Anyhow, Spiegel has an interesting feature on the competition. A taste.
Around 100 bartenders from 52 countries were competing in the annual contest, organized by the International Bartender’s Association. It consists of two sections — flair and classic. In the classic category, bartenders spend most of their time working with ingredients to make the best tasting cocktail they can. In the flair category, they show off their mixing skills with a routine that could involve anything from juggling bottles and shakers and a precarious balancing of glassware to strange and interesting ways of incorporating fruit or other cocktail garnishes.
Bartenders are supposed to prepare three drinks during an acrobatic performance — their final score is based two-thirds on the act, and one-third on the taste of the resulting drinks. So Rodoman’s year of practice was all for nothing. But during his act, he was surrounded by a cheering, half-drunk audience (an average of 300 a night come to the contest), their admiring eyes on him while their hips shook to dance music.
The heats of the classic section were conducted on a stage in 13 rounds. Four barmen performed during each round with the winner of each round advancing to the finals. The system, used for the first time in Berlin, proved controversial.
“Imagine having Malta, the Faroe Islands, Luxembourg and Iceland in a round before the World Cup,” complained Turkish bartender, Ugur Dervisoglu, whose drink was called “Berlin’s Painkiller.” “They’re not the best teams but one of them must advance. And then you have a round with England, France, Germany and Brazil. Which means that the best drinks didn’t make it into the finals.”
Many of the competitors agreed with Dervisoglu — but of course, they tended to be among the bartenders who didn’t advance into the finals.

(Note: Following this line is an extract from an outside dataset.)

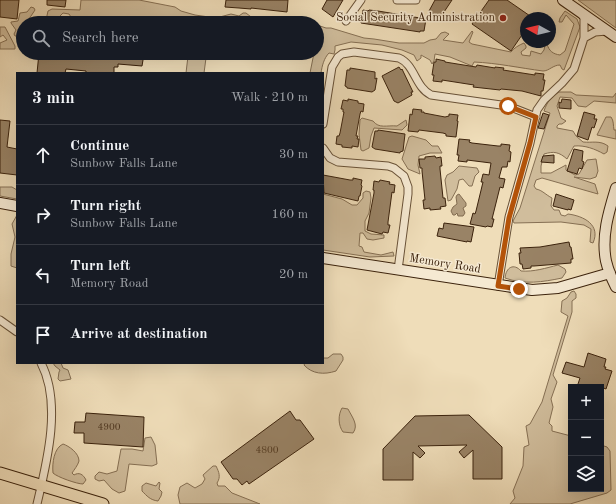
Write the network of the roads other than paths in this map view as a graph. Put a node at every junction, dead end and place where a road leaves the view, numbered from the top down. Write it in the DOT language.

In the classic section contestants were given six minutes to prepare five similar cocktails. Recipes for the drinks and any decorations — there are very strict rules for these — had been submitted to the judging committee three months before the event. Once on stage, contestants were judged on the cleanliness of their work, their methods and whether they had used the right amount of alcohol. Once mixed, four waitresses took the drinks to a room on the second floor. There, 12 judges tasted each drink and, just like the haughtiest wine snobs, assessed it for aroma, appearance and taste.
All very amusing, like something out of the old Tom Cruise flick, “Cocktail.” Frankly, though, I just want my bartender to mix my drinks properly — hold the dancing.